*** DATASET ENTRIES Section Begins ***

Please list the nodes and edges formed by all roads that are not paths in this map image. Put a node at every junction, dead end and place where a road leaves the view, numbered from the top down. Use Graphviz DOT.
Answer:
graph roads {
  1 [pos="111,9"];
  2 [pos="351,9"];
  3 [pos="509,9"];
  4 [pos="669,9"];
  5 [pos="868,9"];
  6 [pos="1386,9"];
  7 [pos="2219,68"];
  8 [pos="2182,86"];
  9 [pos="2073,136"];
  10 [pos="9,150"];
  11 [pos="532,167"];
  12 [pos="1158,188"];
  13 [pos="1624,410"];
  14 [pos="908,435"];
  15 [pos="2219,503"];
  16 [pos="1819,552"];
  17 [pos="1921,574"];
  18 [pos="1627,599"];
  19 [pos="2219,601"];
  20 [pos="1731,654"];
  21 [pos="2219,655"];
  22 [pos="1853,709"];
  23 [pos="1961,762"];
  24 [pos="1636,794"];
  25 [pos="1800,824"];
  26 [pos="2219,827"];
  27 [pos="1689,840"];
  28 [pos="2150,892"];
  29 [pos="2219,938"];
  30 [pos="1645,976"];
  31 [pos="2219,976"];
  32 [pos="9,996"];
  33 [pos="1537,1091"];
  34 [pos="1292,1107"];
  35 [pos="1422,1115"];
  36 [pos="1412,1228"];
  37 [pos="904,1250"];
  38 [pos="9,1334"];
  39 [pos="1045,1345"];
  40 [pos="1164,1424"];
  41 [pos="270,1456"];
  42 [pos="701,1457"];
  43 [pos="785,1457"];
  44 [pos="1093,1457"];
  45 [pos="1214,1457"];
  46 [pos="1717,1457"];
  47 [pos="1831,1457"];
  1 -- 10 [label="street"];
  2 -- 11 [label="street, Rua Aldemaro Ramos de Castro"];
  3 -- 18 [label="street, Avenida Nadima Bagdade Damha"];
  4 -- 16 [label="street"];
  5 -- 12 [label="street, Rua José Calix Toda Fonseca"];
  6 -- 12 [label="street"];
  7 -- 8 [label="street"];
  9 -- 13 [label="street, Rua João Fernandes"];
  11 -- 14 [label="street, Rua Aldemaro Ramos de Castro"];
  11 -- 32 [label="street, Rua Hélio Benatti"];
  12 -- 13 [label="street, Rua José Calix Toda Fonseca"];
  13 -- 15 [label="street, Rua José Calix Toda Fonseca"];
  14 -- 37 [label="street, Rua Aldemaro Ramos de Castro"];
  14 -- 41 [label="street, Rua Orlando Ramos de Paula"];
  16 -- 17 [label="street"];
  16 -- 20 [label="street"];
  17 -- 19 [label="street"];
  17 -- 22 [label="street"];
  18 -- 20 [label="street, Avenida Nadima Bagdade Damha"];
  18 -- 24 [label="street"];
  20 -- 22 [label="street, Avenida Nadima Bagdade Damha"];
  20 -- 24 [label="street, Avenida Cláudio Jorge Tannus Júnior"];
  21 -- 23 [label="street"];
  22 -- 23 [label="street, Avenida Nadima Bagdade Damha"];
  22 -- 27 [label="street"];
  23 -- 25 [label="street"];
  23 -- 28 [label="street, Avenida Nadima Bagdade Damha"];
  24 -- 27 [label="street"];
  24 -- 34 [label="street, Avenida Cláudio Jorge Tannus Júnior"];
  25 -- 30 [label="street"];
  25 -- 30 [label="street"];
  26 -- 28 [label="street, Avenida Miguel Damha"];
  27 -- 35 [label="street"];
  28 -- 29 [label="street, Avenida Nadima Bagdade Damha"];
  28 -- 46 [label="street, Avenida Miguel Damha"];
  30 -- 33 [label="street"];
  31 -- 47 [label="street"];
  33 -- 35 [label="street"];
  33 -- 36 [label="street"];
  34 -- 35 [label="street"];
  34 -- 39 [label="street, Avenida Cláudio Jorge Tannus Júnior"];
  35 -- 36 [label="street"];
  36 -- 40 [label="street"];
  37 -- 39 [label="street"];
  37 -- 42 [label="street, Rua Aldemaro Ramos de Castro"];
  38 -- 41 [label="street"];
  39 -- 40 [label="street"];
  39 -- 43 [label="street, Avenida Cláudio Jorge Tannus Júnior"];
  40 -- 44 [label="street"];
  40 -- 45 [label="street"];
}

*** DATASET ENTRIES Section Ends ***

» **PROMPT**: All lines with the word "Fonseca" must be located in the data and copied.

» **ANSWER SPACE**:
  5 -- 12 [label="street, Rua José Calix Toda Fonseca"];
  12 -- 13 [label="street, Rua José Calix Toda Fonseca"];
  13 -- 15 [label="street, Rua José Calix Toda Fonseca"];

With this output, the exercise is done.